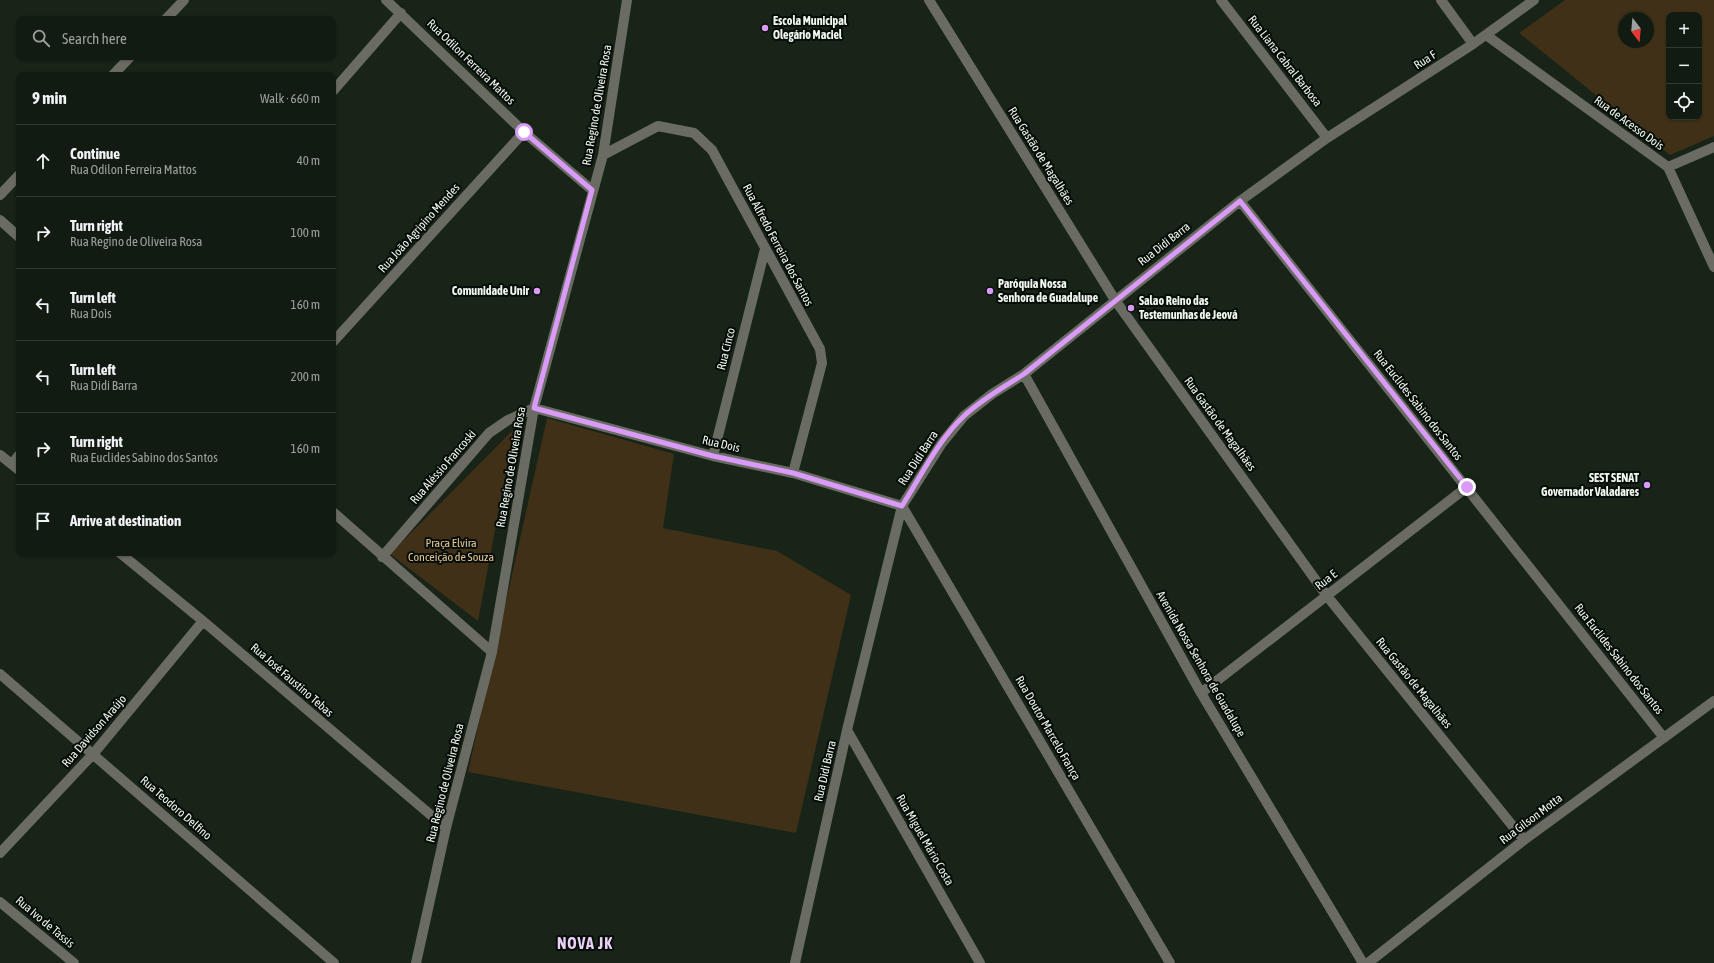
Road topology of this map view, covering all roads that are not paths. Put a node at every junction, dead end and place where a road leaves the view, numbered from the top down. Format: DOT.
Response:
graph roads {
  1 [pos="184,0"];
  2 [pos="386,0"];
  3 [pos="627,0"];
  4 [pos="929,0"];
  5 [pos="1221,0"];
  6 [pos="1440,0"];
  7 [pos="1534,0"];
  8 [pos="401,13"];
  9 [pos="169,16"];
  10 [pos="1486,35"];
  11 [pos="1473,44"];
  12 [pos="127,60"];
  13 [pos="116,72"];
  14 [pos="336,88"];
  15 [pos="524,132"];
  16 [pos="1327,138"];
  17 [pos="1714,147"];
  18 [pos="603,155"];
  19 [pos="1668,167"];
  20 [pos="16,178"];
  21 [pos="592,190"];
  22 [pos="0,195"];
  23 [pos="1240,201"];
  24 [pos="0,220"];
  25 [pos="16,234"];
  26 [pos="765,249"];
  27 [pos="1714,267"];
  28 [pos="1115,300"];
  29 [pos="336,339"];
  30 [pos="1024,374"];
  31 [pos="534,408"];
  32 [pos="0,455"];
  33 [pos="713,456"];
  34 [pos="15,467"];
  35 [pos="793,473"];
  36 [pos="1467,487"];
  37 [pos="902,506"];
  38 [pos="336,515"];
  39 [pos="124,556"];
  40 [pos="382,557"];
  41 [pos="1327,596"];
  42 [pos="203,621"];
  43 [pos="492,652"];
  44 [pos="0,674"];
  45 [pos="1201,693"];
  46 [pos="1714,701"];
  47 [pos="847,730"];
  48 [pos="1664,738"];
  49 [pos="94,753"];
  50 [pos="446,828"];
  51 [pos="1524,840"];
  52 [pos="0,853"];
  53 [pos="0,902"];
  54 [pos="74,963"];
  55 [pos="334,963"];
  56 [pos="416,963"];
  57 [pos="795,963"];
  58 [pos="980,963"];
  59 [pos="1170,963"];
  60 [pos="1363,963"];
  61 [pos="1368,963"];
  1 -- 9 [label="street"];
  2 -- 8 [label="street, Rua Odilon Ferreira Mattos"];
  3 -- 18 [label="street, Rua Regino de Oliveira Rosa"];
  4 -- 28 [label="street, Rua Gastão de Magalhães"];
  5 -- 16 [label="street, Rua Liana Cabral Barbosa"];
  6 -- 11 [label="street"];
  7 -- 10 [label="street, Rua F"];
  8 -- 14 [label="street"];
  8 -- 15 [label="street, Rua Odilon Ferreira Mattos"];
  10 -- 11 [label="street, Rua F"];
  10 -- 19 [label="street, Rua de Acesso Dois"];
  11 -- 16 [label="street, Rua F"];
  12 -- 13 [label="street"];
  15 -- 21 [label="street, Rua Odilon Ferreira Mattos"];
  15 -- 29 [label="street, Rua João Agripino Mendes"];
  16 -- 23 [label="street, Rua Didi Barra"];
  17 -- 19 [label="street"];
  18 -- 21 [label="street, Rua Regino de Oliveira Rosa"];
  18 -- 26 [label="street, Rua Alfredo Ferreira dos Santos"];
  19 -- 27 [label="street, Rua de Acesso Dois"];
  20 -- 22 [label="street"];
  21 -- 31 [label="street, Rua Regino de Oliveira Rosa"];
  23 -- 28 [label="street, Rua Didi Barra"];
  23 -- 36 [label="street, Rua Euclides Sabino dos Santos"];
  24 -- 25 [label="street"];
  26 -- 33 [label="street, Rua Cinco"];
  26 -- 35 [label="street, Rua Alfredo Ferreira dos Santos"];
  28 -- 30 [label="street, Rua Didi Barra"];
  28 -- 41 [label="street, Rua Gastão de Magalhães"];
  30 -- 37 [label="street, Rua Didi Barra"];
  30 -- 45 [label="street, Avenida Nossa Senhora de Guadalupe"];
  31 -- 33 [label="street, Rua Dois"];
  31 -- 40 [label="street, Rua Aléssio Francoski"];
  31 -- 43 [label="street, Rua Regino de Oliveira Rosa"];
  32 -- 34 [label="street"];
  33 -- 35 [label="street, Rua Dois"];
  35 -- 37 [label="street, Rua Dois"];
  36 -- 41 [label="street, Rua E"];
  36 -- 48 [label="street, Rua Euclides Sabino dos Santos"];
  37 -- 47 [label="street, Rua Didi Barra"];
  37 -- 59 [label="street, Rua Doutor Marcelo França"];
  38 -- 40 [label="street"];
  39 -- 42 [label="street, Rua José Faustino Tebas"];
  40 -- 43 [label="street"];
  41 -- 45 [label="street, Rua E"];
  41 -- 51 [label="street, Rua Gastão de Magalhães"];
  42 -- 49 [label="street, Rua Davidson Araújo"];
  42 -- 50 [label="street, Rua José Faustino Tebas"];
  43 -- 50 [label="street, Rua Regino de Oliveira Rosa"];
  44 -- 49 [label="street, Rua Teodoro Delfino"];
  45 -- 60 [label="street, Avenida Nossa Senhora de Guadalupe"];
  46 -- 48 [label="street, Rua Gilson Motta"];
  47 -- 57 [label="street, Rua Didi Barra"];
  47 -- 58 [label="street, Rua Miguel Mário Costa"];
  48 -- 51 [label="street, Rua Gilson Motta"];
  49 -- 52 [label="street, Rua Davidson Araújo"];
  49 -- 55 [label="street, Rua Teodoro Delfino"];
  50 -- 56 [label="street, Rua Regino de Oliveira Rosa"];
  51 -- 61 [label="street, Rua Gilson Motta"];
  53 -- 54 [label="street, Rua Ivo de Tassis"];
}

_____

AIM OF THE EXERCISE> Exactly retype each record above, dropping images.

WRITTEN ANSWER>
Road topology of this map view, covering all roads that are not paths. Put a node at every junction, dead end and place where a road leaves the view, numbered from the top down. Format: DOT.
Response:
graph roads {
  1 [pos="184,0"];
  2 [pos="386,0"];
  3 [pos="627,0"];
  4 [pos="929,0"];
  5 [pos="1221,0"];
  6 [pos="1440,0"];
  7 [pos="1534,0"];
  8 [pos="401,13"];
  9 [pos="169,16"];
  10 [pos="1486,35"];
  11 [pos="1473,44"];
  12 [pos="127,60"];
  13 [pos="116,72"];
  14 [pos="336,88"];
  15 [pos="524,132"];
  16 [pos="1327,138"];
  17 [pos="1714,147"];
  18 [pos="603,155"];
  19 [pos="1668,167"];
  20 [pos="16,178"];
  21 [pos="592,190"];
  22 [pos="0,195"];
  23 [pos="1240,201"];
  24 [pos="0,220"];
  25 [pos="16,234"];
  26 [pos="765,249"];
  27 [pos="1714,267"];
  28 [pos="1115,300"];
  29 [pos="336,339"];
  30 [pos="1024,374"];
  31 [pos="534,408"];
  32 [pos="0,455"];
  33 [pos="713,456"];
  34 [pos="15,467"];
  35 [pos="793,473"];
  36 [pos="1467,487"];
  37 [pos="902,506"];
  38 [pos="336,515"];
  39 [pos="124,556"];
  40 [pos="382,557"];
  41 [pos="1327,596"];
  42 [pos="203,621"];
  43 [pos="492,652"];
  44 [pos="0,674"];
  45 [pos="1201,693"];
  46 [pos="1714,701"];
  47 [pos="847,730"];
  48 [pos="1664,738"];
  49 [pos="94,753"];
  50 [pos="446,828"];
  51 [pos="1524,840"];
  52 [pos="0,853"];
  53 [pos="0,902"];
  54 [pos="74,963"];
  55 [pos="334,963"];
  56 [pos="416,963"];
  57 [pos="795,963"];
  58 [pos="980,963"];
  59 [pos="1170,963"];
  60 [pos="1363,963"];
  61 [pos="1368,963"];
  1 -- 9 [label="street"];
  2 -- 8 [label="street, Rua Odilon Ferreira Mattos"];
  3 -- 18 [label="street, Rua Regino de Oliveira Rosa"];
  4 -- 28 [label="street, Rua Gastão de Magalhães"];
  5 -- 16 [label="street, Rua Liana Cabral Barbosa"];
  6 -- 11 [label="street"];
  7 -- 10 [label="street, Rua F"];
  8 -- 14 [label="street"];
  8 -- 15 [label="street, Rua Odilon Ferreira Mattos"];
  10 -- 11 [label="street, Rua F"];
  10 -- 19 [label="street, Rua de Acesso Dois"];
  11 -- 16 [label="street, Rua F"];
  12 -- 13 [label="street"];
  15 -- 21 [label="street, Rua Odilon Ferreira Mattos"];
  15 -- 29 [label="street, Rua João Agripino Mendes"];
  16 -- 23 [label="street, Rua Didi Barra"];
  17 -- 19 [label="street"];
  18 -- 21 [label="street, Rua Regino de Oliveira Rosa"];
  18 -- 26 [label="street, Rua Alfredo Ferreira dos Santos"];
  19 -- 27 [label="street, Rua de Acesso Dois"];
  20 -- 22 [label="street"];
  21 -- 31 [label="street, Rua Regino de Oliveira Rosa"];
  23 -- 28 [label="street, Rua Didi Barra"];
  23 -- 36 [label="street, Rua Euclides Sabino dos Santos"];
  24 -- 25 [label="street"];
  26 -- 33 [label="street, Rua Cinco"];
  26 -- 35 [label="street, Rua Alfredo Ferreira dos Santos"];
  28 -- 30 [label="street, Rua Didi Barra"];
  28 -- 41 [label="street, Rua Gastão de Magalhães"];
  30 -- 37 [label="street, Rua Didi Barra"];
  30 -- 45 [label="street, Avenida Nossa Senhora de Guadalupe"];
  31 -- 33 [label="street, Rua Dois"];
  31 -- 40 [label="street, Rua Aléssio Francoski"];
  31 -- 43 [label="street, Rua Regino de Oliveira Rosa"];
  32 -- 34 [label="street"];
  33 -- 35 [label="street, Rua Dois"];
  35 -- 37 [label="street, Rua Dois"];
  36 -- 41 [label="street, Rua E"];
  36 -- 48 [label="street, Rua Euclides Sabino dos Santos"];
  37 -- 47 [label="street, Rua Didi Barra"];
  37 -- 59 [label="street, Rua Doutor Marcelo França"];
  38 -- 40 [label="street"];
  39 -- 42 [label="street, Rua José Faustino Tebas"];
  40 -- 43 [label="street"];
  41 -- 45 [label="street, Rua E"];
  41 -- 51 [label="street, Rua Gastão de Magalhães"];
  42 -- 49 [label="street, Rua Davidson Araújo"];
  42 -- 50 [label="street, Rua José Faustino Tebas"];
  43 -- 50 [label="street, Rua Regino de Oliveira Rosa"];
  44 -- 49 [label="street, Rua Teodoro Delfino"];
  45 -- 60 [label="street, Avenida Nossa Senhora de Guadalupe"];
  46 -- 48 [label="street, Rua Gilson Motta"];
  47 -- 57 [label="street, Rua Didi Barra"];
  47 -- 58 [label="street, Rua Miguel Mário Costa"];
  48 -- 51 [label="street, Rua Gilson Motta"];
  49 -- 52 [label="street, Rua Davidson Araújo"];
  49 -- 55 [label="street, Rua Teodoro Delfino"];
  50 -- 56 [label="street, Rua Regino de Oliveira Rosa"];
  51 -- 61 [label="street, Rua Gilson Motta"];
  53 -- 54 [label="street, Rua Ivo de Tassis"];
}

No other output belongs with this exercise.